*** Begin section ***

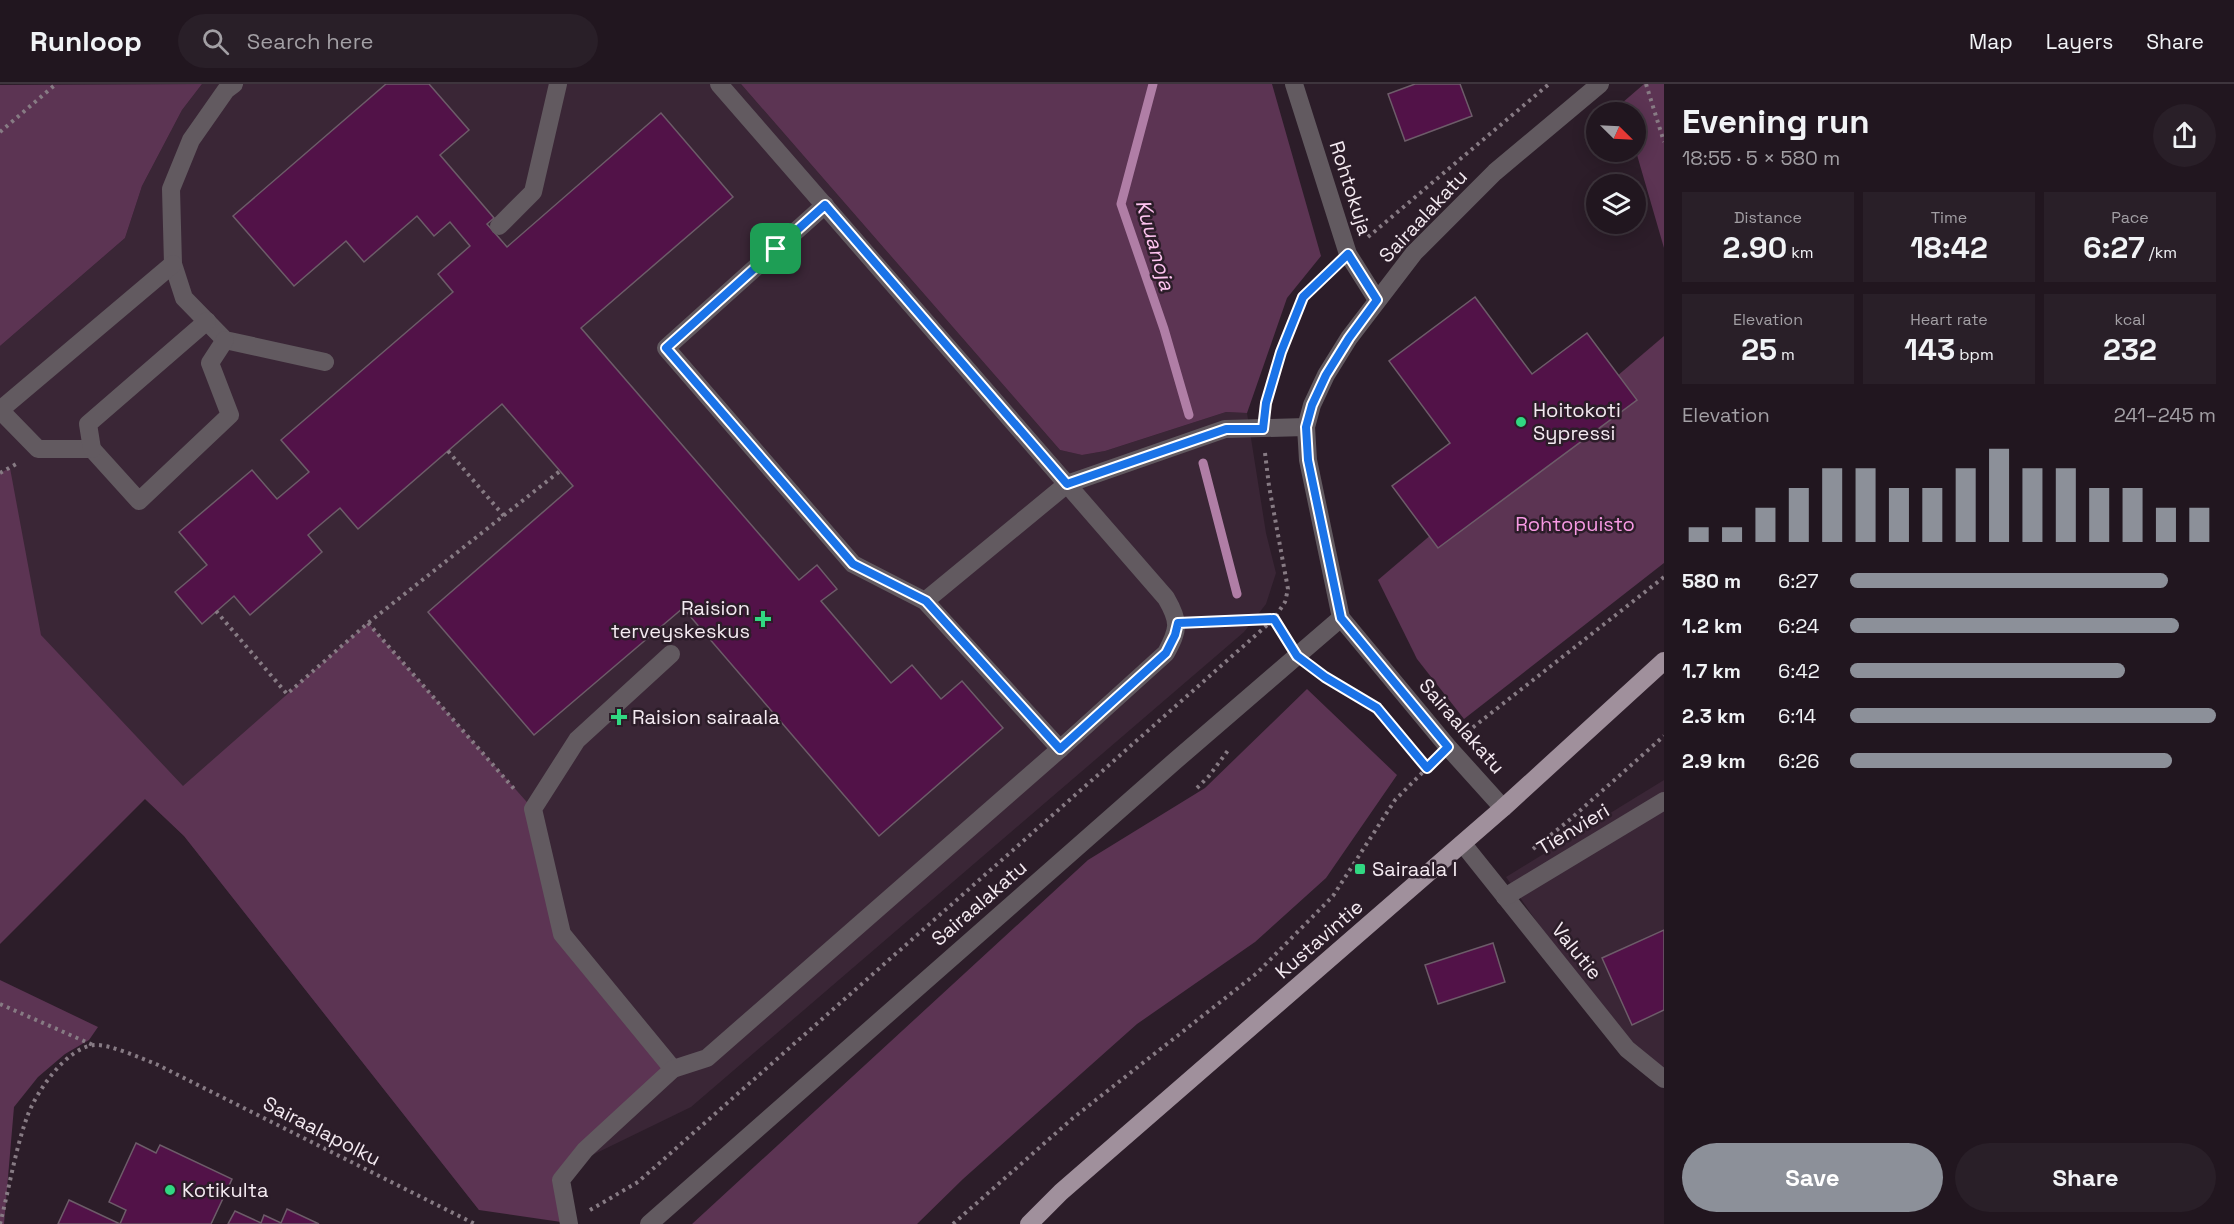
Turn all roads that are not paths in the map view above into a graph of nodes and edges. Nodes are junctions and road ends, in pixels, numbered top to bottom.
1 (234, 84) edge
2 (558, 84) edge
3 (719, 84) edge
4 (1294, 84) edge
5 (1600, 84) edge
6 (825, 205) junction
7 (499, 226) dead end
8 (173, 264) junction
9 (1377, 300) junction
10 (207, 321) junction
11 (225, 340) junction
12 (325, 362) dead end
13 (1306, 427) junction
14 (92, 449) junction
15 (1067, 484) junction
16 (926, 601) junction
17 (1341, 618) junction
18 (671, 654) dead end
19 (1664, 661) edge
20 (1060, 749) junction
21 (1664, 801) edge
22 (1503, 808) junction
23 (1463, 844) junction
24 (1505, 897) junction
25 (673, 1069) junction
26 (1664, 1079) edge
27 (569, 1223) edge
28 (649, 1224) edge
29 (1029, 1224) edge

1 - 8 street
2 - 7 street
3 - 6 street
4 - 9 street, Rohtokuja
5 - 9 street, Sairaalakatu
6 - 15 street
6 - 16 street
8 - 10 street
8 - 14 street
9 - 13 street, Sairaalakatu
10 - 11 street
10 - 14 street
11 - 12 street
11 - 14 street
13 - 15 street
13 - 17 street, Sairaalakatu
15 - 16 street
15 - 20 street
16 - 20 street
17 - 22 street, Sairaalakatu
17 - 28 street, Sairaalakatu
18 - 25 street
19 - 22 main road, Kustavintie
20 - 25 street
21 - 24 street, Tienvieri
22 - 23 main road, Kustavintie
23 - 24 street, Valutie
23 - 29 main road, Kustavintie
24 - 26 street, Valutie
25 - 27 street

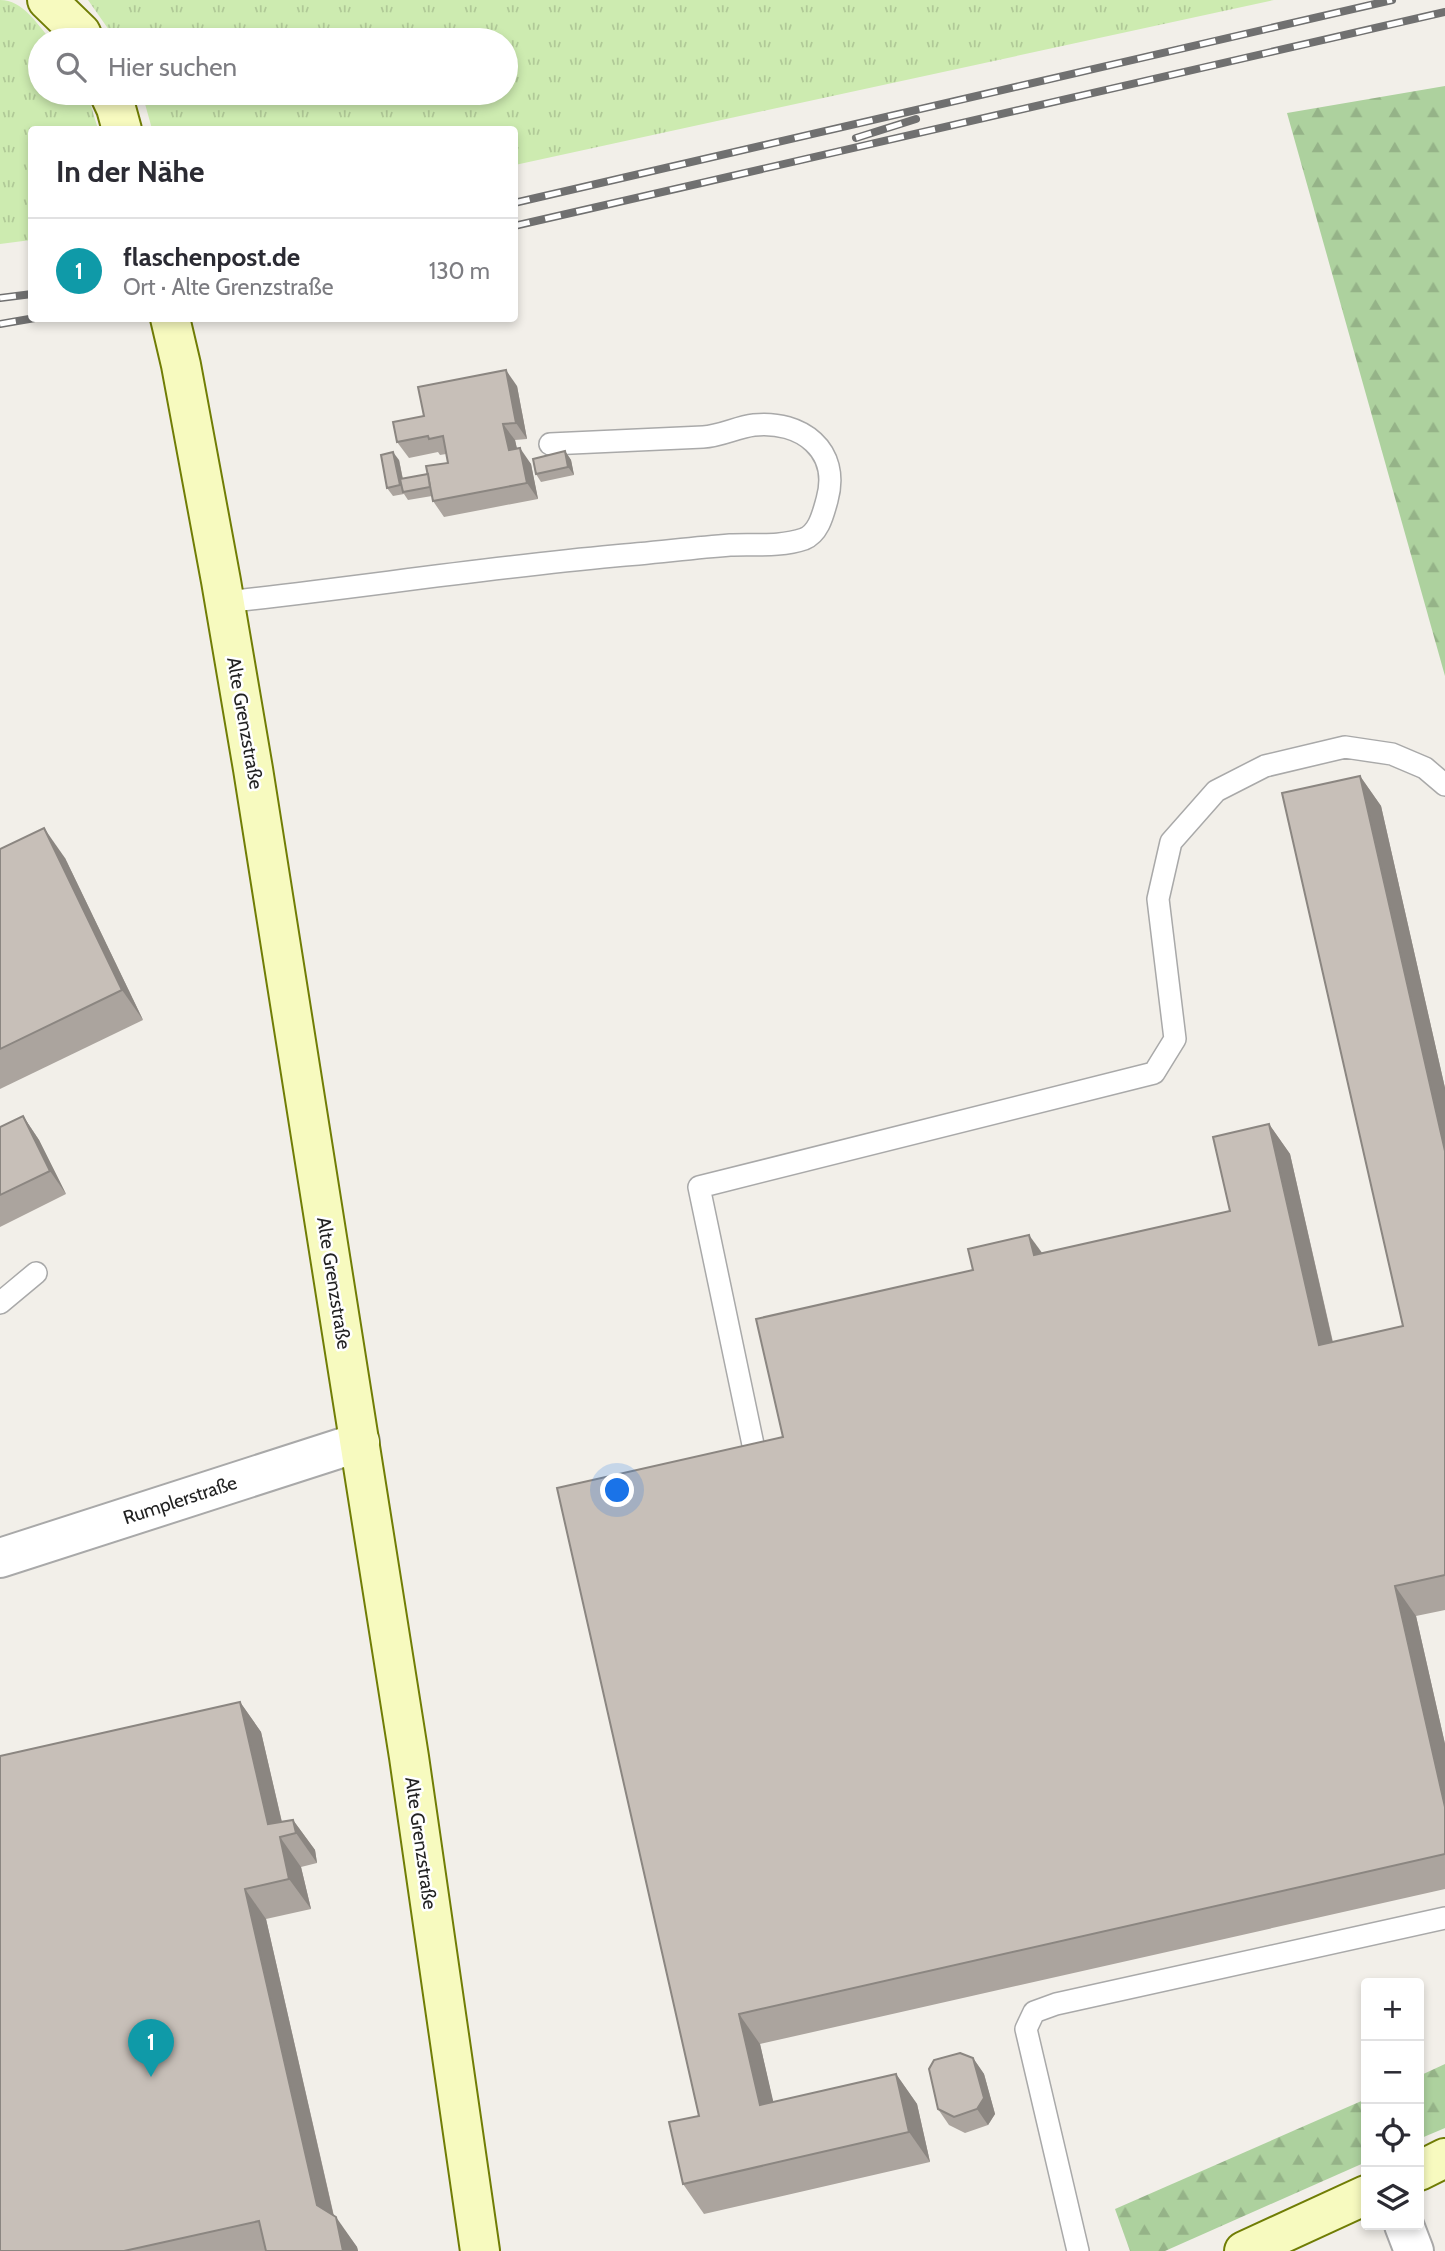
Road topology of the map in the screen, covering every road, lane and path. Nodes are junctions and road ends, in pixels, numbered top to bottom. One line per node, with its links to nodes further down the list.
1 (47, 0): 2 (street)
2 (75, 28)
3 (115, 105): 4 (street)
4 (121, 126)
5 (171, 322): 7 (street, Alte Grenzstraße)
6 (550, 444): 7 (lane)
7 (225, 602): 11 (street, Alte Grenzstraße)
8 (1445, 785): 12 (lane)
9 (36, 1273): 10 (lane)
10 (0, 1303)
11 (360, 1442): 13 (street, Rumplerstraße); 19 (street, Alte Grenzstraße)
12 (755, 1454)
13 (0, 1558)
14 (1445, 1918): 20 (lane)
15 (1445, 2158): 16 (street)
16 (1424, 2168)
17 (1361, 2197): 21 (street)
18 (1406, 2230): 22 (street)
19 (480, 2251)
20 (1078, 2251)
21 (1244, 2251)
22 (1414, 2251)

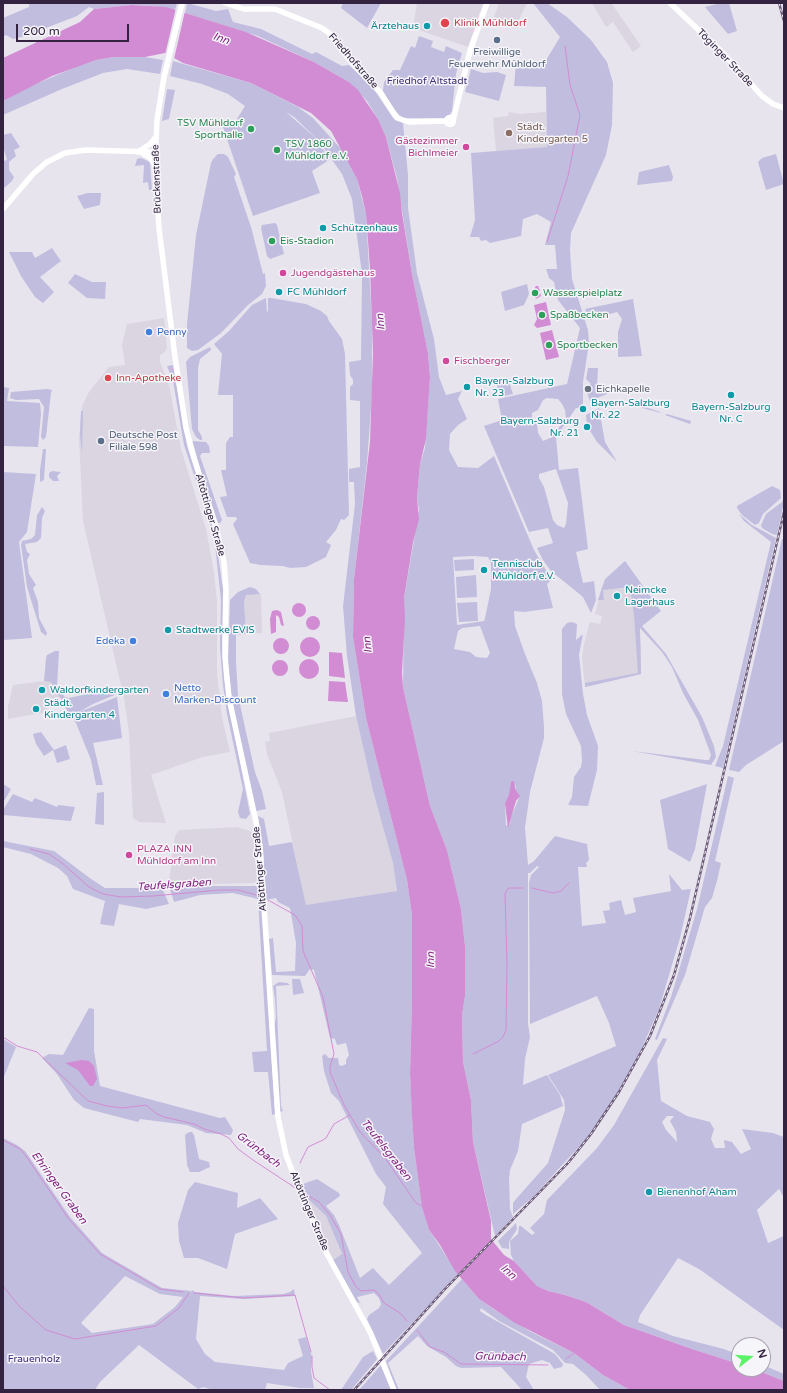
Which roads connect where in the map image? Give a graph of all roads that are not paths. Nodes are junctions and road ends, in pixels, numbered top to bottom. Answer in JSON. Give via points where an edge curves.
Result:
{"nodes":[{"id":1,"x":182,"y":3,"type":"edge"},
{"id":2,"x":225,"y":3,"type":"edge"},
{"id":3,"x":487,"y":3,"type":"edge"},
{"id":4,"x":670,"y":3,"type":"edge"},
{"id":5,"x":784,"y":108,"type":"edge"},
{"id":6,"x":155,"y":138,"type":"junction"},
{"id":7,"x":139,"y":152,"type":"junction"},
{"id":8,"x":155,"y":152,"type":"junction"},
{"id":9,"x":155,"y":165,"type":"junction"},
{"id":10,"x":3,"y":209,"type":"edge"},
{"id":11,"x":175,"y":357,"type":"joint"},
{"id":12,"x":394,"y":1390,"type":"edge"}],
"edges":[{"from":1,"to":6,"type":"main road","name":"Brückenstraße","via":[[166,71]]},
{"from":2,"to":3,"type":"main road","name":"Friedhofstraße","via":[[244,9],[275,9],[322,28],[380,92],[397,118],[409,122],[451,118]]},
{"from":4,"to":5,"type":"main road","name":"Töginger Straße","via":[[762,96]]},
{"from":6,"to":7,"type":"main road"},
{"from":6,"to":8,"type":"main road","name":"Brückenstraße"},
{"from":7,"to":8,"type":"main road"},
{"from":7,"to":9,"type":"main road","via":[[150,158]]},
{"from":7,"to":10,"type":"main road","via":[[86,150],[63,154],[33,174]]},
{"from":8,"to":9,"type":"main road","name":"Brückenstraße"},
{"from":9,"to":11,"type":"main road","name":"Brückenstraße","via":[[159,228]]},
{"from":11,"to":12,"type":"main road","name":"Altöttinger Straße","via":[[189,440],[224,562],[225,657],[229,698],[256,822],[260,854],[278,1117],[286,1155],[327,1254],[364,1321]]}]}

*** End section ***

Exactly as they stand, retype all the entries, but omit the pictures.

Turn all roads that are not paths in the map view above into a graph of nodes and edges. Nodes are junctions and road ends, in pixels, numbered top to bottom.
1 (234, 84) edge
2 (558, 84) edge
3 (719, 84) edge
4 (1294, 84) edge
5 (1600, 84) edge
6 (825, 205) junction
7 (499, 226) dead end
8 (173, 264) junction
9 (1377, 300) junction
10 (207, 321) junction
11 (225, 340) junction
12 (325, 362) dead end
13 (1306, 427) junction
14 (92, 449) junction
15 (1067, 484) junction
16 (926, 601) junction
17 (1341, 618) junction
18 (671, 654) dead end
19 (1664, 661) edge
20 (1060, 749) junction
21 (1664, 801) edge
22 (1503, 808) junction
23 (1463, 844) junction
24 (1505, 897) junction
25 (673, 1069) junction
26 (1664, 1079) edge
27 (569, 1223) edge
28 (649, 1224) edge
29 (1029, 1224) edge

1 - 8 street
2 - 7 street
3 - 6 street
4 - 9 street, Rohtokuja
5 - 9 street, Sairaalakatu
6 - 15 street
6 - 16 street
8 - 10 street
8 - 14 street
9 - 13 street, Sairaalakatu
10 - 11 street
10 - 14 street
11 - 12 street
11 - 14 street
13 - 15 street
13 - 17 street, Sairaalakatu
15 - 16 street
15 - 20 street
16 - 20 street
17 - 22 street, Sairaalakatu
17 - 28 street, Sairaalakatu
18 - 25 street
19 - 22 main road, Kustavintie
20 - 25 street
21 - 24 street, Tienvieri
22 - 23 main road, Kustavintie
23 - 24 street, Valutie
23 - 29 main road, Kustavintie
24 - 26 street, Valutie
25 - 27 street

Road topology of the map in the screen, covering every road, lane and path. Nodes are junctions and road ends, in pixels, numbered top to bottom. One line per node, with its links to nodes further down the list.
1 (47, 0): 2 (street)
2 (75, 28)
3 (115, 105): 4 (street)
4 (121, 126)
5 (171, 322): 7 (street, Alte Grenzstraße)
6 (550, 444): 7 (lane)
7 (225, 602): 11 (street, Alte Grenzstraße)
8 (1445, 785): 12 (lane)
9 (36, 1273): 10 (lane)
10 (0, 1303)
11 (360, 1442): 13 (street, Rumplerstraße); 19 (street, Alte Grenzstraße)
12 (755, 1454)
13 (0, 1558)
14 (1445, 1918): 20 (lane)
15 (1445, 2158): 16 (street)
16 (1424, 2168)
17 (1361, 2197): 21 (street)
18 (1406, 2230): 22 (street)
19 (480, 2251)
20 (1078, 2251)
21 (1244, 2251)
22 (1414, 2251)

Which roads connect where in the map image? Give a graph of all roads that are not paths. Nodes are junctions and road ends, in pixels, numbered top to bottom. Answer in JSON. Give via points where an edge curves.
Result:
{"nodes":[{"id":1,"x":182,"y":3,"type":"edge"},
{"id":2,"x":225,"y":3,"type":"edge"},
{"id":3,"x":487,"y":3,"type":"edge"},
{"id":4,"x":670,"y":3,"type":"edge"},
{"id":5,"x":784,"y":108,"type":"edge"},
{"id":6,"x":155,"y":138,"type":"junction"},
{"id":7,"x":139,"y":152,"type":"junction"},
{"id":8,"x":155,"y":152,"type":"junction"},
{"id":9,"x":155,"y":165,"type":"junction"},
{"id":10,"x":3,"y":209,"type":"edge"},
{"id":11,"x":175,"y":357,"type":"joint"},
{"id":12,"x":394,"y":1390,"type":"edge"}],
"edges":[{"from":1,"to":6,"type":"main road","name":"Brückenstraße","via":[[166,71]]},
{"from":2,"to":3,"type":"main road","name":"Friedhofstraße","via":[[244,9],[275,9],[322,28],[380,92],[397,118],[409,122],[451,118]]},
{"from":4,"to":5,"type":"main road","name":"Töginger Straße","via":[[762,96]]},
{"from":6,"to":7,"type":"main road"},
{"from":6,"to":8,"type":"main road","name":"Brückenstraße"},
{"from":7,"to":8,"type":"main road"},
{"from":7,"to":9,"type":"main road","via":[[150,158]]},
{"from":7,"to":10,"type":"main road","via":[[86,150],[63,154],[33,174]]},
{"from":8,"to":9,"type":"main road","name":"Brückenstraße"},
{"from":9,"to":11,"type":"main road","name":"Brückenstraße","via":[[159,228]]},
{"from":11,"to":12,"type":"main road","name":"Altöttinger Straße","via":[[189,440],[224,562],[225,657],[229,698],[256,822],[260,854],[278,1117],[286,1155],[327,1254],[364,1321]]}]}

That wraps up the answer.